Arthurs Tochter Rezept für Kalbszunge mit Spargel und Erbsenpesto

Ostern steht vor der Tür und die Spargelsaison beginnt pünktlich, mehr als das – in manchen Gegenden läuft sie bereits auf Hochtouren. Letztes Wochenende war ich am Kaiserstuhl, dort begann die Ernte bereits vor 2 Wochen, mindestens 3 Wochen früher als sonst im Jahr. Hier in Rheinhessen dauert es noch ein paar Tage länger, im Badischen ist das Wetter eben noch ein bisschen schöner und die Luft ein wenig wärmer als hier. Daher widmen wir uns heute dem Spargel nicht als Hauptdarsteller, sondern als Beilage zu einem köstlichen Ostergericht: Kalbszunge.

Eine Kalbszunge ist feiner und kleiner als die Zunge vom Rind und eignet sich hervorragend für drei normale oder zwei sehr hungrige Esser. Ich kaufe grundsätzlich ungepökelte Ware, welche sich besser für den kalten Aufschnitt eignet, nicht so sehr zum Kochen. Wenn sie einen guten Kalbsfond haben, garen sie die Zunge in diesem. Alternativ setzen Sie sie in Wasser auf, dem sie 1 Bund kleingeschnittenes Suppengemüse, 1 Lorbeerblatt, 1 TL Salz und zwei Pfefferkörner beigeben. Lassen sie die Zunge nicht kochen, sondern lediglich 2 Stunden unter dem Siedepunkt leise vor sich hinsimmern. Testen Sie den perfekten Garpunkt an der Zungenspitze, dort ist das Fleisch fester als am Ende. Wenn die Zunge gar ist, fällt die Haut fast von alleine ab, keine Angst also vor verzweifelten Berichten im Internet. Ich habe schon so oft Zunge zubereitet; Probleme, die Haut herunterzubekommen, hatte ich noch nie.

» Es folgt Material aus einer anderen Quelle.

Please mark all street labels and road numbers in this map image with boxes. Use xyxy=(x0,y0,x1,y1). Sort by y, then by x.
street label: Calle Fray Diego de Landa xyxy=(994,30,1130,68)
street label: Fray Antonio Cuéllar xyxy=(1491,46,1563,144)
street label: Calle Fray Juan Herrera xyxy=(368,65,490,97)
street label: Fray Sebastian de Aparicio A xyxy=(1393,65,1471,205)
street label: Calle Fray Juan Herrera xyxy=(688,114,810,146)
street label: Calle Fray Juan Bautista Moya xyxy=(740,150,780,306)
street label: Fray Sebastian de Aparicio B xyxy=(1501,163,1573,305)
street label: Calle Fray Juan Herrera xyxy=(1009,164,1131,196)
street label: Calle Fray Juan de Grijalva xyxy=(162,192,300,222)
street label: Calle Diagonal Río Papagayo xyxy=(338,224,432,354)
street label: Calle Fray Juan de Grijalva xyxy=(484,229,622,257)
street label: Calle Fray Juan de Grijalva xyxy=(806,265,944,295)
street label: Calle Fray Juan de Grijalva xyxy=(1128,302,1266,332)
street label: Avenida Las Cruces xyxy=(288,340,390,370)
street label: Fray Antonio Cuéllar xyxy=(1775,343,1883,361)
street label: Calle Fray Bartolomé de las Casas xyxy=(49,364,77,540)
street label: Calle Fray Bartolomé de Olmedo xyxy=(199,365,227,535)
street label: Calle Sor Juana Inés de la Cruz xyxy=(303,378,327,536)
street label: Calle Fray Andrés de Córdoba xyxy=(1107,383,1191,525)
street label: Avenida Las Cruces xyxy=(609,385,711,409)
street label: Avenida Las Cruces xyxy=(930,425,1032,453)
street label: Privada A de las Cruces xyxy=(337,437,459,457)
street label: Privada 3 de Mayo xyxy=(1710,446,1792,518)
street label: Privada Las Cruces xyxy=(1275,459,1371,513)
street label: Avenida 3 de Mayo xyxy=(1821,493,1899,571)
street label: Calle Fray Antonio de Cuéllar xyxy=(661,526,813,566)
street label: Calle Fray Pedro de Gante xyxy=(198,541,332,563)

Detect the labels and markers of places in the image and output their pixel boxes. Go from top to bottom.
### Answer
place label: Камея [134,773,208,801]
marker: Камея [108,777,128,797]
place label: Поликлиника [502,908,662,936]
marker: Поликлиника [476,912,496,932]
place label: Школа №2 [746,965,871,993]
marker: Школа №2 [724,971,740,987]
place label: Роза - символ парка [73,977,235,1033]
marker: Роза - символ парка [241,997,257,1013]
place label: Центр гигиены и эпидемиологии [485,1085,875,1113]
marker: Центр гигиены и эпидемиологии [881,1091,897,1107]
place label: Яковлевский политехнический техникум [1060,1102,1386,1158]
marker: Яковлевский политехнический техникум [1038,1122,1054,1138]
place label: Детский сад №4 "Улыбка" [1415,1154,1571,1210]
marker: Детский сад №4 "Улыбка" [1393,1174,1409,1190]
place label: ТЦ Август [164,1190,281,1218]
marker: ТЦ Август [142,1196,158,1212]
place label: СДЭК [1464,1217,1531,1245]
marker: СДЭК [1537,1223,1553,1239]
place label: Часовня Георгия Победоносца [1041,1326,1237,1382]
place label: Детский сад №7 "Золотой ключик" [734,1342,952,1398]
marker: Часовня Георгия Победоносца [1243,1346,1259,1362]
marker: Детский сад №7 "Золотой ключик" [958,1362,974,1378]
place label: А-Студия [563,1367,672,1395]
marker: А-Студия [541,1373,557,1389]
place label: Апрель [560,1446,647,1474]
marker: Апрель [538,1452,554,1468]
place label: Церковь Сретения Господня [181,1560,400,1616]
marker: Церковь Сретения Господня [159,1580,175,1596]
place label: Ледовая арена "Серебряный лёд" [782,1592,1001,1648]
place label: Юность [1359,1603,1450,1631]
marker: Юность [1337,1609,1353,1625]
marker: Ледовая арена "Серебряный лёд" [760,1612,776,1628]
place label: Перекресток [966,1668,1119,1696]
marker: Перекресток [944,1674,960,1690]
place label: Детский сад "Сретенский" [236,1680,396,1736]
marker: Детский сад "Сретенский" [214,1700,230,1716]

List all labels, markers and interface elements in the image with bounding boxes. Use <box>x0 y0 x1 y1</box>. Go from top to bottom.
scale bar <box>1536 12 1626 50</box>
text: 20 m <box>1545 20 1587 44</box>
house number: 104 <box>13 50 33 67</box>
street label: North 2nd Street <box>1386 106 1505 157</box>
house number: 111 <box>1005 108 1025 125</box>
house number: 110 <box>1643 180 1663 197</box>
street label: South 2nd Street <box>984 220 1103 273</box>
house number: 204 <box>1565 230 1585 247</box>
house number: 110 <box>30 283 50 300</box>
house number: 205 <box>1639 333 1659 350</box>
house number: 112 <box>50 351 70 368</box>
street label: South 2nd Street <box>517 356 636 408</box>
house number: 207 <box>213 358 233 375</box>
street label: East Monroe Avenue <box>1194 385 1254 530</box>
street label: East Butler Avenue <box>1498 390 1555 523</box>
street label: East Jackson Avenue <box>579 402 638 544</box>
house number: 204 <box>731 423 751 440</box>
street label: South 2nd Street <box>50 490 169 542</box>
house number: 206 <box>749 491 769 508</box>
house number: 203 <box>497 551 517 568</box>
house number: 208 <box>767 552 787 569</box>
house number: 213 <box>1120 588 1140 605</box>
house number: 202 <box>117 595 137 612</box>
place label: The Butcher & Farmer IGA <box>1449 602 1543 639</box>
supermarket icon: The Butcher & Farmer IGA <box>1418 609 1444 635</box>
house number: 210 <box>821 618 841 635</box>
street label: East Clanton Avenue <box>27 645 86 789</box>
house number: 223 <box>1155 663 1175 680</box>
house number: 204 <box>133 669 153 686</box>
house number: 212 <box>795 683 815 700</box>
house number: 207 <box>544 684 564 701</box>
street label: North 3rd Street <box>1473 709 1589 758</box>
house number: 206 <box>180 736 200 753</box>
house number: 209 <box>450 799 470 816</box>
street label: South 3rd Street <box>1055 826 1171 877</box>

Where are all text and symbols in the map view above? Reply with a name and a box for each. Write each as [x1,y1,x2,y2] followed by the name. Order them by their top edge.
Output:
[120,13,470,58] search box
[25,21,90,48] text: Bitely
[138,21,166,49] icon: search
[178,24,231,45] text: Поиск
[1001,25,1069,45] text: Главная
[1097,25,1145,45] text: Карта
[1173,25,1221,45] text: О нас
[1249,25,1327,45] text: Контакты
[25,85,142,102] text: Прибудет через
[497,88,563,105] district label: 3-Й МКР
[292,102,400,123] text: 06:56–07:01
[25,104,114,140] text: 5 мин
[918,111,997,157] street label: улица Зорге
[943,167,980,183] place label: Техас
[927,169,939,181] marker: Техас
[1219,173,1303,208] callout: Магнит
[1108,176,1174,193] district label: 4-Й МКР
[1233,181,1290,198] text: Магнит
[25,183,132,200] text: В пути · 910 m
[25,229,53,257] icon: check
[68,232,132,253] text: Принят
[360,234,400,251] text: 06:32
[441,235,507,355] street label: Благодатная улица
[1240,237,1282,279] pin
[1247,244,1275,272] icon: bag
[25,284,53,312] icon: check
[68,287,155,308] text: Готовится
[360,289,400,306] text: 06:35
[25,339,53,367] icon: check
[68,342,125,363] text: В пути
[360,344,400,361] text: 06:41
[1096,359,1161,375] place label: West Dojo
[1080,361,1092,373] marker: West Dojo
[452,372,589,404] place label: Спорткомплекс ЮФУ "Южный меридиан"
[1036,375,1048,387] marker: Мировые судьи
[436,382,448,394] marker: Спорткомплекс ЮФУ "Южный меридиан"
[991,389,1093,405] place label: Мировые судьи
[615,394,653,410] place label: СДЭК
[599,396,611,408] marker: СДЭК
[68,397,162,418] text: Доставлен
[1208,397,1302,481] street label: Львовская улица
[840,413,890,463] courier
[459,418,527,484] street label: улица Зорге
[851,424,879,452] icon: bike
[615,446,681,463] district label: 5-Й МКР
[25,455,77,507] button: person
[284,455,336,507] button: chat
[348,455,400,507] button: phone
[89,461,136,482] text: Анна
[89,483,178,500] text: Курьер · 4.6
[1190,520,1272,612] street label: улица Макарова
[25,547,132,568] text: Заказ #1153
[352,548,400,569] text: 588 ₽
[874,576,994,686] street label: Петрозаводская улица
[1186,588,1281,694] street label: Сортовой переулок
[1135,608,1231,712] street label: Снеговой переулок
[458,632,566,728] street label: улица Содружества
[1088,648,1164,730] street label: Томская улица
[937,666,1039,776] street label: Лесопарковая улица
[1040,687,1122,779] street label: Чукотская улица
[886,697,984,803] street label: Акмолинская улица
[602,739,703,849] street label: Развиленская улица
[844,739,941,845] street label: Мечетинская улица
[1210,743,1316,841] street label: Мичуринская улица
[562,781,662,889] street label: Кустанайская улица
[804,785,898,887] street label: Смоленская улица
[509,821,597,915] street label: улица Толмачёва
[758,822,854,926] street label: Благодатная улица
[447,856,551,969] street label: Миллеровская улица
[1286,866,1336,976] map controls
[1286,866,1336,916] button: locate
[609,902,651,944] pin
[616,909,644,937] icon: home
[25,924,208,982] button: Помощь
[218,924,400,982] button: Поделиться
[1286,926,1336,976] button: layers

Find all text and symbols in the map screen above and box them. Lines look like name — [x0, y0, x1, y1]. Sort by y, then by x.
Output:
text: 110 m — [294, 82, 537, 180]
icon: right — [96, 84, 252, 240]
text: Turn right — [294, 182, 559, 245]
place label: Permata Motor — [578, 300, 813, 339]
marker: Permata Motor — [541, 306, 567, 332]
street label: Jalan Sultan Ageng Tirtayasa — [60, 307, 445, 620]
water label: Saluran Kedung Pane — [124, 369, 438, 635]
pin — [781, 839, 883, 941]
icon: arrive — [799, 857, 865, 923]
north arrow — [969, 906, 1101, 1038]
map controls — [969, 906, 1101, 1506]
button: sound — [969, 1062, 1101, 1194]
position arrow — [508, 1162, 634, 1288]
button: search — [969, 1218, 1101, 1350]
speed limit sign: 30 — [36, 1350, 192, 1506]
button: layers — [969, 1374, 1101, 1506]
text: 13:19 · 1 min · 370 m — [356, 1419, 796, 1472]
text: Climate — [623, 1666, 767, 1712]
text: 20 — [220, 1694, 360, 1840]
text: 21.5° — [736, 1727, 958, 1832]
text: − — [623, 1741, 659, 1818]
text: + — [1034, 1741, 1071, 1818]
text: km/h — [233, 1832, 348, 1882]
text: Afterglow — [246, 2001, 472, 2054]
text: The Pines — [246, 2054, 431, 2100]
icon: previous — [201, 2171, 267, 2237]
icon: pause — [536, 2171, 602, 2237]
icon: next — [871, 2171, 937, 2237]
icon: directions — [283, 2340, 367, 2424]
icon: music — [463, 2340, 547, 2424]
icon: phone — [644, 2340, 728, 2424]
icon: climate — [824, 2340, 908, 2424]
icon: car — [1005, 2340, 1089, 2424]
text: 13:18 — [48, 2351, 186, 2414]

Für das Erbsenpesto können Sie jederzeit tiefgekühlte junge Erbsen verwenden. Diese werde kurz blanchiert und anschließend mit in der Pfanne angerösteten Sonnenblumenkernen, Mandeln ohne Haut und Pinienkernen gemixt oder gemörsert. Geben Sie etwas Olivenöl oder das geschmacksneutralere Traubenkernöl dazu, spendieren Sie dem Pesto einen Spritzer Verjus (alternativ etwas Zitronensaft) und schmecken Sie es mit Salz, Pfeffer und Macis ab. Parallel dazu sautiren Sie den Spargel in etwas Spargelfond und Butter in einer großen Pfanne. Auf diese Art verliert er viel weniger Geschmack, als wenn Sie ihn in einem großen Topf mit Wasser kochen.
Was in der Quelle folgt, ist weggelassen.